■ **Records provided**
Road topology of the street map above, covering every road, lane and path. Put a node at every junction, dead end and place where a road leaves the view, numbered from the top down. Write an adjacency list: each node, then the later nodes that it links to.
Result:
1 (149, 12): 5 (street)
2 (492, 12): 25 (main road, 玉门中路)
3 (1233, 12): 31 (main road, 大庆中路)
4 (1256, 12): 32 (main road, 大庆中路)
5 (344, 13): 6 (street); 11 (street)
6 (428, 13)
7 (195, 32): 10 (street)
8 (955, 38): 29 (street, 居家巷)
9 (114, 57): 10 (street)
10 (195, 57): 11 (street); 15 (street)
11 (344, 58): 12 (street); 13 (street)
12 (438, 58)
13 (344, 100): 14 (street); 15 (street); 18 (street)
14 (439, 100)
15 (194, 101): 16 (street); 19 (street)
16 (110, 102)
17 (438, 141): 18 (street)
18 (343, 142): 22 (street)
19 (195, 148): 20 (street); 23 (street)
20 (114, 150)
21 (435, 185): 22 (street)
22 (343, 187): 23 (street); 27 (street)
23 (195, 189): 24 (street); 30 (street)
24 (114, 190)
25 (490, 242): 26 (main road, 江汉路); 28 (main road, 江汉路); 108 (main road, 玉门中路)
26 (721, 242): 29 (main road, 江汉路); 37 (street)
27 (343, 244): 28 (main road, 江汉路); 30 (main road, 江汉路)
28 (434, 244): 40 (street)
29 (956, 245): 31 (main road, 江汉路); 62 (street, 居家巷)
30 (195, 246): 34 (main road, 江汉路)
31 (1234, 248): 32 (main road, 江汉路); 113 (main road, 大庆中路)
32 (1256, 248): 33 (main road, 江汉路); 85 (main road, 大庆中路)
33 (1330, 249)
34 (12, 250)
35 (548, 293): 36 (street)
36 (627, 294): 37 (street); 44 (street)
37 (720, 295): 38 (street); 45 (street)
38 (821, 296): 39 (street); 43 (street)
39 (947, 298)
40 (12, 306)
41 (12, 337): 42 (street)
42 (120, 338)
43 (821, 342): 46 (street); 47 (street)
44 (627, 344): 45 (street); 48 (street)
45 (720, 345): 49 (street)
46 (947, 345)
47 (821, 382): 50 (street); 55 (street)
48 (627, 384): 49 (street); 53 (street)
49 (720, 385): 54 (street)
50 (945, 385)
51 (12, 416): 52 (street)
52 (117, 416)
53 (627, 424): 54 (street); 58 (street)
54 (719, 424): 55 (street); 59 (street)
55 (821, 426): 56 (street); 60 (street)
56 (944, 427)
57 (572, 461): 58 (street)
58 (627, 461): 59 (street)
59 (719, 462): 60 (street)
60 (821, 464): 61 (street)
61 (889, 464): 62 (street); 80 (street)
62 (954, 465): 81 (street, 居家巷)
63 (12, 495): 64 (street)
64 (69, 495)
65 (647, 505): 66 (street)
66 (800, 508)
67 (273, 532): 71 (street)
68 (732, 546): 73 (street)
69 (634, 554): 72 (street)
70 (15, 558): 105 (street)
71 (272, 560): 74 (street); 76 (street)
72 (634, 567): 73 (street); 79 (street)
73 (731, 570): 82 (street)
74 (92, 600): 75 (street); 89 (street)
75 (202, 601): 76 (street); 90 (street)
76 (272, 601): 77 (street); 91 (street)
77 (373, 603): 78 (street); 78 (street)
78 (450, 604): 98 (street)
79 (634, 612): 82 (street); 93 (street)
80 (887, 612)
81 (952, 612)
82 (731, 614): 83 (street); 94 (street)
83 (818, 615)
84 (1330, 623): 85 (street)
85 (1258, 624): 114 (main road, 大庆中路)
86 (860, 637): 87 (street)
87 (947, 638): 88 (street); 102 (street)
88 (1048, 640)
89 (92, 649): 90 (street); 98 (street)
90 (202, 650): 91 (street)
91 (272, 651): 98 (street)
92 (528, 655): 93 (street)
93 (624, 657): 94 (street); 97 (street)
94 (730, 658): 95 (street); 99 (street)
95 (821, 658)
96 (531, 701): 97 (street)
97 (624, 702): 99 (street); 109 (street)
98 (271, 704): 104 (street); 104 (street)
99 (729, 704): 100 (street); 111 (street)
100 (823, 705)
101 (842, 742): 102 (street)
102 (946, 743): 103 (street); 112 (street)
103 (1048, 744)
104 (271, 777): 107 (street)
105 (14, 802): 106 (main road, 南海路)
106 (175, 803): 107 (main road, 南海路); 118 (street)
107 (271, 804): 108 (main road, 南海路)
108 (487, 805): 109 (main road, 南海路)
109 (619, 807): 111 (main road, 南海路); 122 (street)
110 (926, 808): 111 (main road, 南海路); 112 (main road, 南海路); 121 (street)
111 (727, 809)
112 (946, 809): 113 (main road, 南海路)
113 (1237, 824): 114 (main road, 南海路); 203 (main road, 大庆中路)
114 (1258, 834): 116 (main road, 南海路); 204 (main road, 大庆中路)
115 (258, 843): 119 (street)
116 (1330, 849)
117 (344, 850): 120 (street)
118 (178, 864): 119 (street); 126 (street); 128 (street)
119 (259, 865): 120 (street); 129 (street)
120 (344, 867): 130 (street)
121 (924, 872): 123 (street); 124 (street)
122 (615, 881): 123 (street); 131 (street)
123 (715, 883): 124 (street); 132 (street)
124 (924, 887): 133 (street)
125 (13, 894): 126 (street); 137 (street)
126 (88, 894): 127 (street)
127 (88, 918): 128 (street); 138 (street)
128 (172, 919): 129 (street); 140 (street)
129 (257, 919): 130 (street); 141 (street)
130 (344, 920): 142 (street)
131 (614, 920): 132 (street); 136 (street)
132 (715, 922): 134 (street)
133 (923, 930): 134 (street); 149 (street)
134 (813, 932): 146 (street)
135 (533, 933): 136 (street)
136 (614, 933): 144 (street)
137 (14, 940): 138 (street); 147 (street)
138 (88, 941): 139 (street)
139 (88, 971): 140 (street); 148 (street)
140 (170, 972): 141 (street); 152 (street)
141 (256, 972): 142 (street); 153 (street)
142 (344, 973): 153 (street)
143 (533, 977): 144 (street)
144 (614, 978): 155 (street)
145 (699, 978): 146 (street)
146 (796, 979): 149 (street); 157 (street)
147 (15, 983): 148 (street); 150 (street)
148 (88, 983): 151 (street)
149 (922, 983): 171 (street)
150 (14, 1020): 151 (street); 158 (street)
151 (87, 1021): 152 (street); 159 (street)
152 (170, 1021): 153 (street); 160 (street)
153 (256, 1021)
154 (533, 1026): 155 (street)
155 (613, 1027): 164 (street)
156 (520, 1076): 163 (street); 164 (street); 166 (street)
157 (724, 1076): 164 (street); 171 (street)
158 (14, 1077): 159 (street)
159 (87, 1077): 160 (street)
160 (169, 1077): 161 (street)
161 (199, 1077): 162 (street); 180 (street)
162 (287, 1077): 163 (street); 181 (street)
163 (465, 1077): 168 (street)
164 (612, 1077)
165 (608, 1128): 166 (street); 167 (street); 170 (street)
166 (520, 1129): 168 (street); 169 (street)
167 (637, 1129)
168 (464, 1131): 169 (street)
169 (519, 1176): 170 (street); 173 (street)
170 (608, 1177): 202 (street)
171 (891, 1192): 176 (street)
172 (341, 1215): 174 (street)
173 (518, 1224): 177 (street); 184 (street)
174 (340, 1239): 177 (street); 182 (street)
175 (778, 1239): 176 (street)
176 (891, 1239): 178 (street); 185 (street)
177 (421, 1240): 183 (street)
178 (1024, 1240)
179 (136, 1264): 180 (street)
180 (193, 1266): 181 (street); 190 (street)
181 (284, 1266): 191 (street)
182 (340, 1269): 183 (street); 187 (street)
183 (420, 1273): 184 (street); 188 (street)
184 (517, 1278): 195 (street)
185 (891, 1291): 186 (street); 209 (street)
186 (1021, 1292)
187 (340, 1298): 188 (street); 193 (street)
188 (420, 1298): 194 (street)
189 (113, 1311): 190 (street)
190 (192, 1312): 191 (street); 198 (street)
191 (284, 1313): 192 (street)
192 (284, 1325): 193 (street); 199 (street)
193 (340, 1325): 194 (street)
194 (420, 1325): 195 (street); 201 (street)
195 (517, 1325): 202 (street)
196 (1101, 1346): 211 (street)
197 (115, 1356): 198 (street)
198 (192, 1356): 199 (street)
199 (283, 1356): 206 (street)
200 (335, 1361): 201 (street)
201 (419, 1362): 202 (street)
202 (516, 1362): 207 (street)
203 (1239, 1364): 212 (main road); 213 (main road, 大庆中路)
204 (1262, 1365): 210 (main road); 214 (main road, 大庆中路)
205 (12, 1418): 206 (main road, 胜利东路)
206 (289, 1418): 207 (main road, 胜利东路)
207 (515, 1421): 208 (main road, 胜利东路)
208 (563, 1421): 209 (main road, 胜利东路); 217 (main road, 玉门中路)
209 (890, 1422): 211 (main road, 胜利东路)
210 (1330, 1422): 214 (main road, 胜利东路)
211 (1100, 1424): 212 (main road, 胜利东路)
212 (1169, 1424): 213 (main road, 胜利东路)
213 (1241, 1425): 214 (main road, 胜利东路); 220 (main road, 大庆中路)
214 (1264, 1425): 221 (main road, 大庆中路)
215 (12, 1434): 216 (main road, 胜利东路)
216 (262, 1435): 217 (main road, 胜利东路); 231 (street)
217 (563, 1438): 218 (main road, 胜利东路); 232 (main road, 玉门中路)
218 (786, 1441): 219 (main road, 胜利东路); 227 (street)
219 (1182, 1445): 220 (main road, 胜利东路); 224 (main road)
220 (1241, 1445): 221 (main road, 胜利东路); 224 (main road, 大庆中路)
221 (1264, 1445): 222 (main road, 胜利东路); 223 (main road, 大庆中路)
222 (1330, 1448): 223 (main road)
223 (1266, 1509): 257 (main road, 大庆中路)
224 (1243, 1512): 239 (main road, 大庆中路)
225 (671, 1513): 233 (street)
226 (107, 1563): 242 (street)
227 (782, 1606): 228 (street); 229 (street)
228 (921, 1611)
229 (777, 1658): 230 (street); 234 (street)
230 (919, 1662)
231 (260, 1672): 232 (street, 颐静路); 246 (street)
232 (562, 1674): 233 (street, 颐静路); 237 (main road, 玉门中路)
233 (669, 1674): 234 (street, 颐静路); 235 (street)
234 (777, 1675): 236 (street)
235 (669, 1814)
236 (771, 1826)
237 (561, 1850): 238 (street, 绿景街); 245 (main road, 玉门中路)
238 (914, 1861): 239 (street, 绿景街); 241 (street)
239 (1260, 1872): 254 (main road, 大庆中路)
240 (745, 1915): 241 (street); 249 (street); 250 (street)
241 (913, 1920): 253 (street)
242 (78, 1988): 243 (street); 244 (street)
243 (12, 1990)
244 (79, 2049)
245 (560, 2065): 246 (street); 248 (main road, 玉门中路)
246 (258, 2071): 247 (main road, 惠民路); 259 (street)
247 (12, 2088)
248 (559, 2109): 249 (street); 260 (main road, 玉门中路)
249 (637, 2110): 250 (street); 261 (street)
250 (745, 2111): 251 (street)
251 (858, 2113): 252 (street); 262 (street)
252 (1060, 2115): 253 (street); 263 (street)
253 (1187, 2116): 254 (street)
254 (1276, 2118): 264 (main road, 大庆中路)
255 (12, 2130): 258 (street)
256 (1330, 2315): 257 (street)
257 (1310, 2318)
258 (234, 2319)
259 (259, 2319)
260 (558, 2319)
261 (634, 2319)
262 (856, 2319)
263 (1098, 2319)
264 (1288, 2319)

---

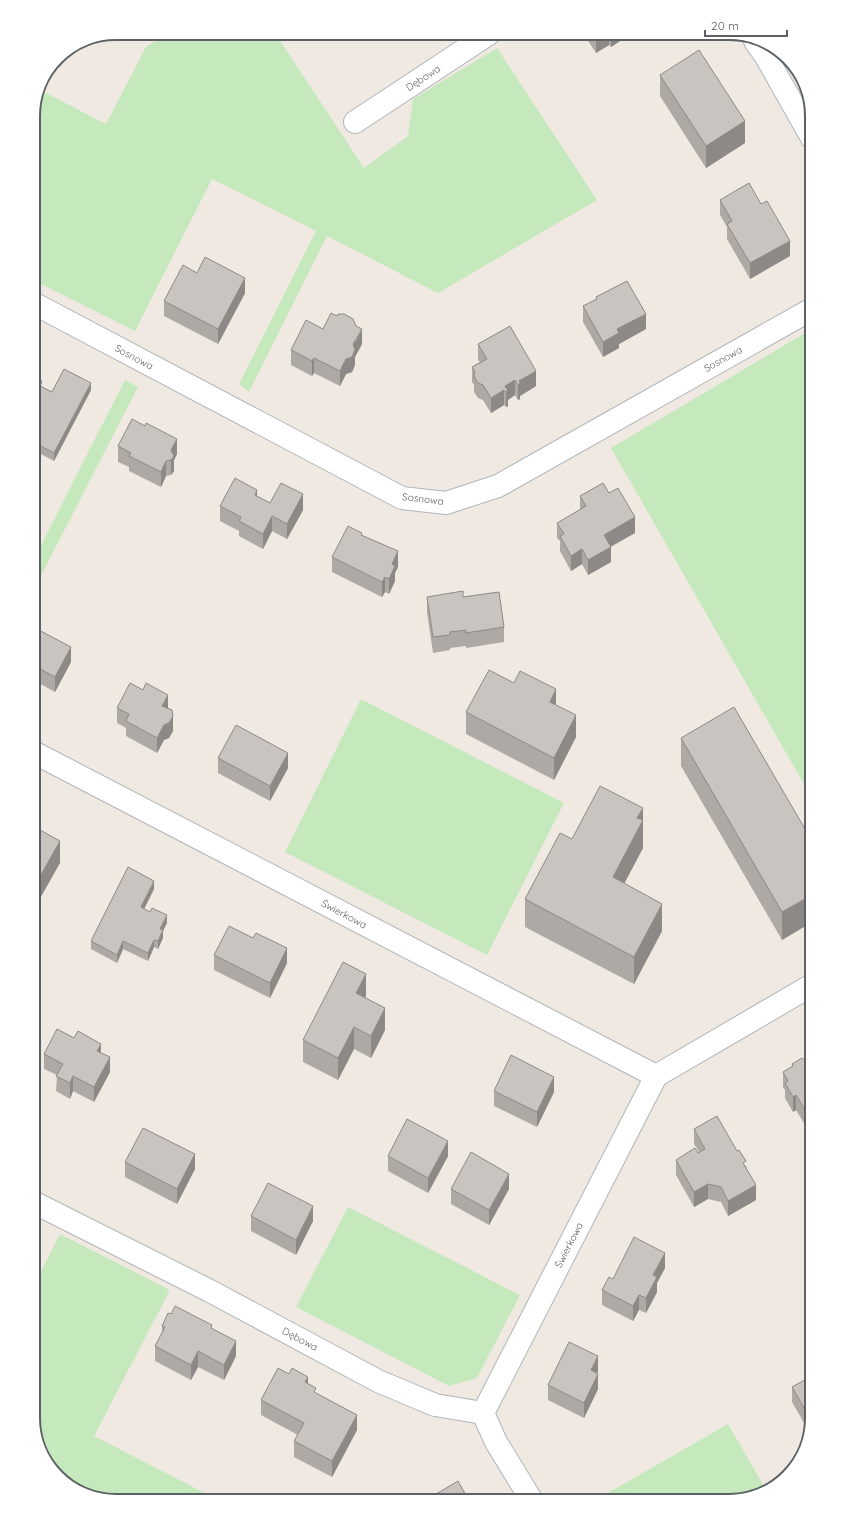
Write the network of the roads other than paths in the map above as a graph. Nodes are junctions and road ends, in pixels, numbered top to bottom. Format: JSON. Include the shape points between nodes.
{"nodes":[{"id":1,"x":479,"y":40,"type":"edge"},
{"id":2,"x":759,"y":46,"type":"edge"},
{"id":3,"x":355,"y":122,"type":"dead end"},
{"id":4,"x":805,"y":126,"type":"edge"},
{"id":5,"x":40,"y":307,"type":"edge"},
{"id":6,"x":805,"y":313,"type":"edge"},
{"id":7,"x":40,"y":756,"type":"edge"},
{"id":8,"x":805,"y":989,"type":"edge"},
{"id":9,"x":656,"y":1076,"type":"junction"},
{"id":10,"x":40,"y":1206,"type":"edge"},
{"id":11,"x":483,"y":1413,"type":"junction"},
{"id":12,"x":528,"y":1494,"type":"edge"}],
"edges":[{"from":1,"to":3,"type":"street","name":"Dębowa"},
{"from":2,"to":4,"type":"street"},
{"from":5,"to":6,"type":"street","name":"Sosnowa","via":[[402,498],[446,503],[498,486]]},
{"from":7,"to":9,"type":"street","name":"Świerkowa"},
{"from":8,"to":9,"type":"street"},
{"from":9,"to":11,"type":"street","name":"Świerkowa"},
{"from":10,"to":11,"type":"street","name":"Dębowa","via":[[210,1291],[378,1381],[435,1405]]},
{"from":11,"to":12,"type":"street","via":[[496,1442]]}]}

* * *

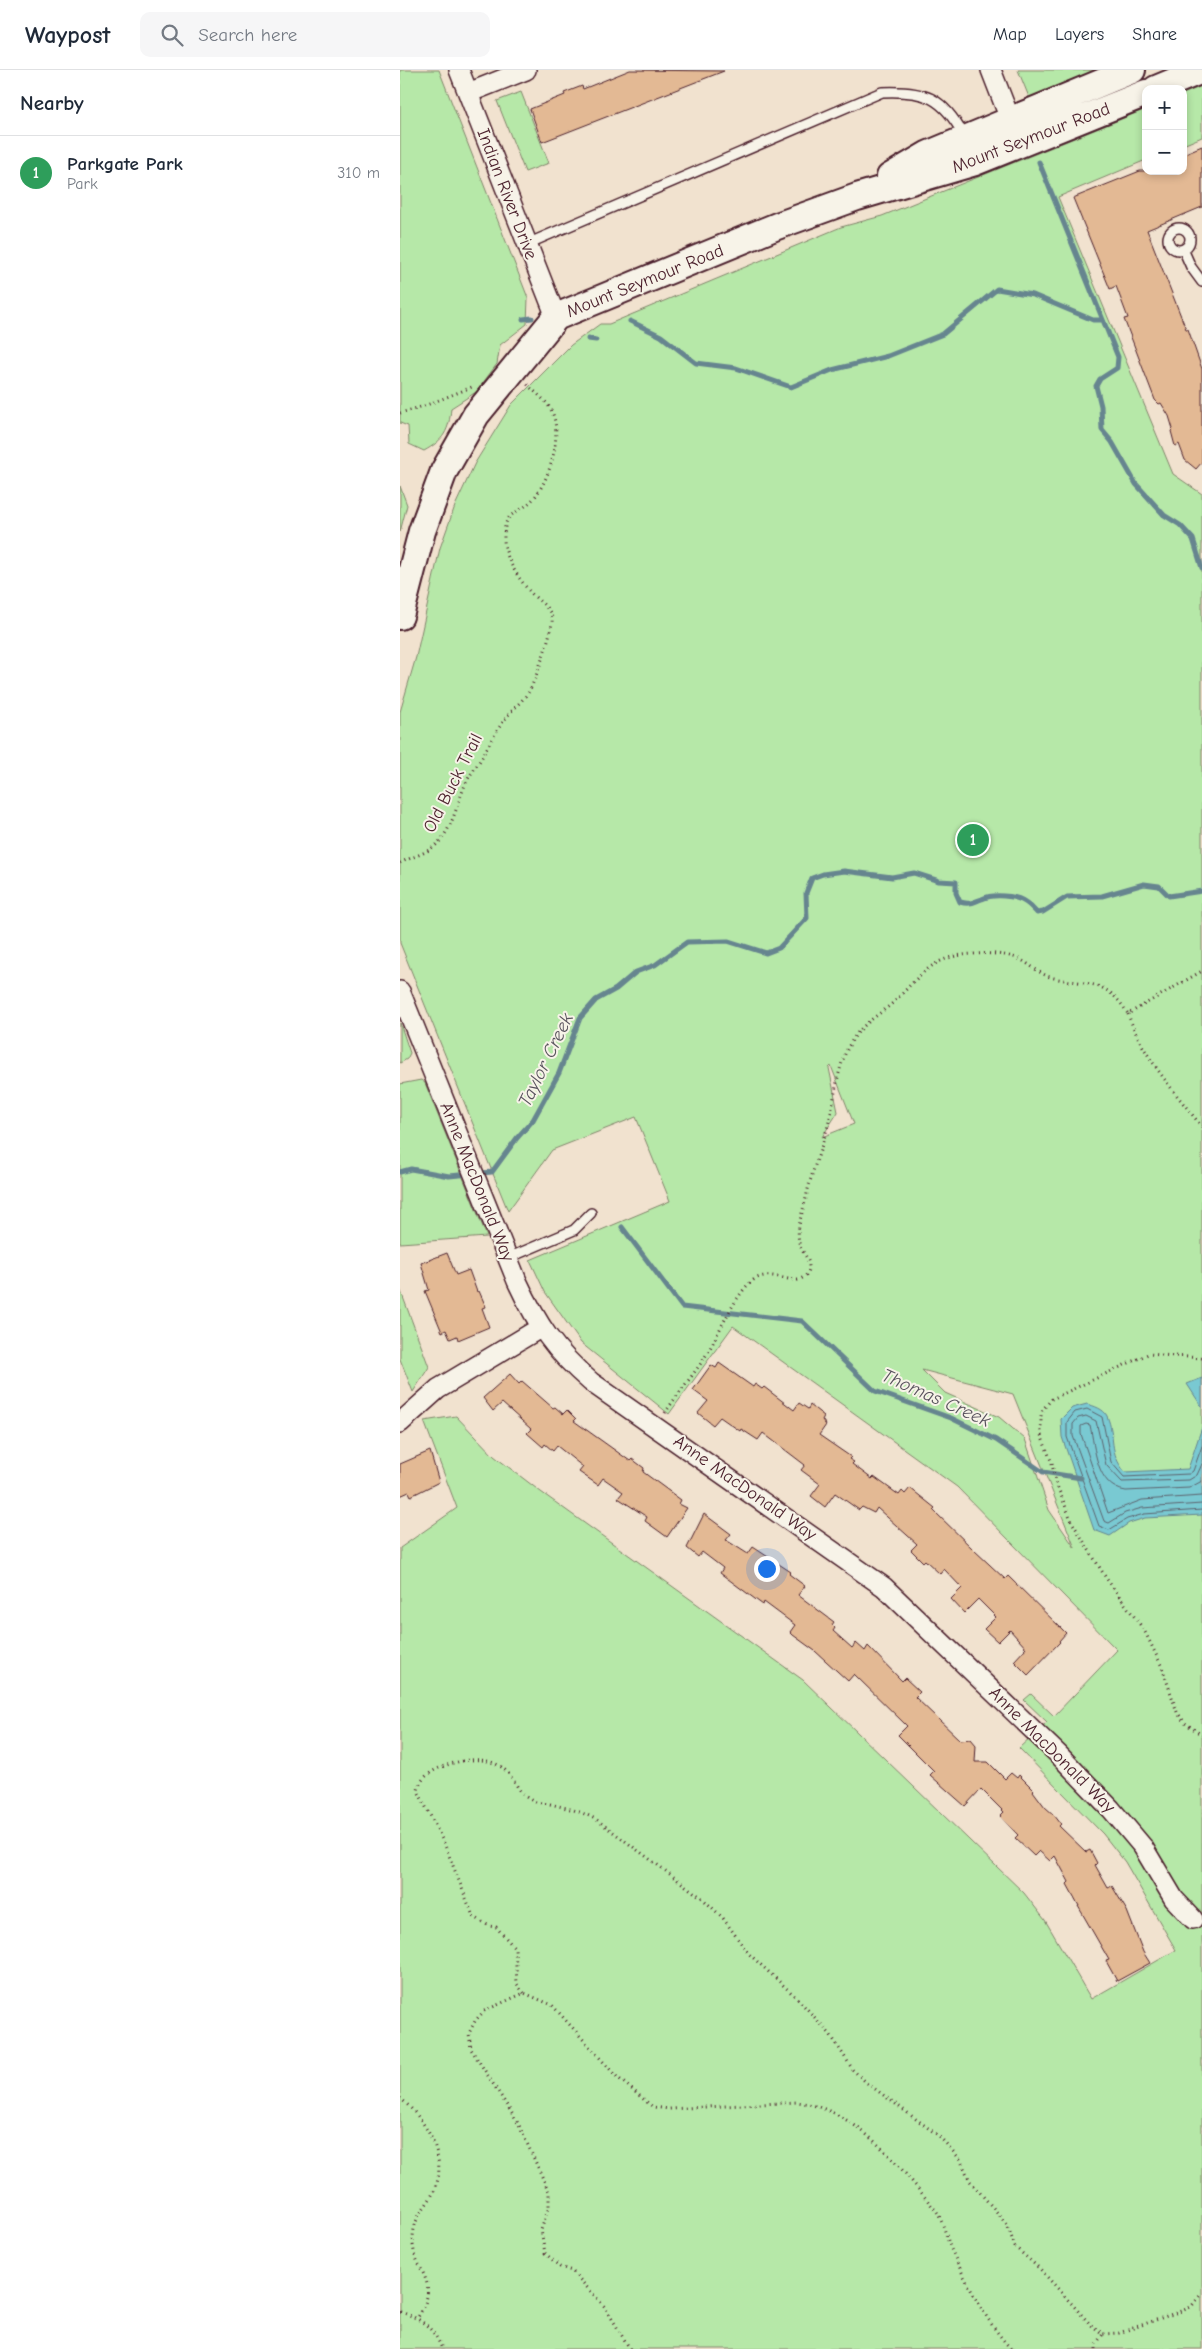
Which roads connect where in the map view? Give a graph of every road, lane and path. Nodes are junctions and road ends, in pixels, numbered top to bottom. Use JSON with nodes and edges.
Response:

■ **What you have to do**
From the entries, copy every line in which the string "where" can be found.

■ **Reply**
Road topology of the street map above, covering every road, lane and path. Put a node at every junction, dead end and place where a road leaves the view, numbered from the top down. Write an adjacency list: each node, then the later nodes that it links to.
Which roads connect where in the map view? Give a graph of every road, lane and path. Nodes are junctions and road ends, in pixels, numbered top to bottom. Use JSON with nodes and edges.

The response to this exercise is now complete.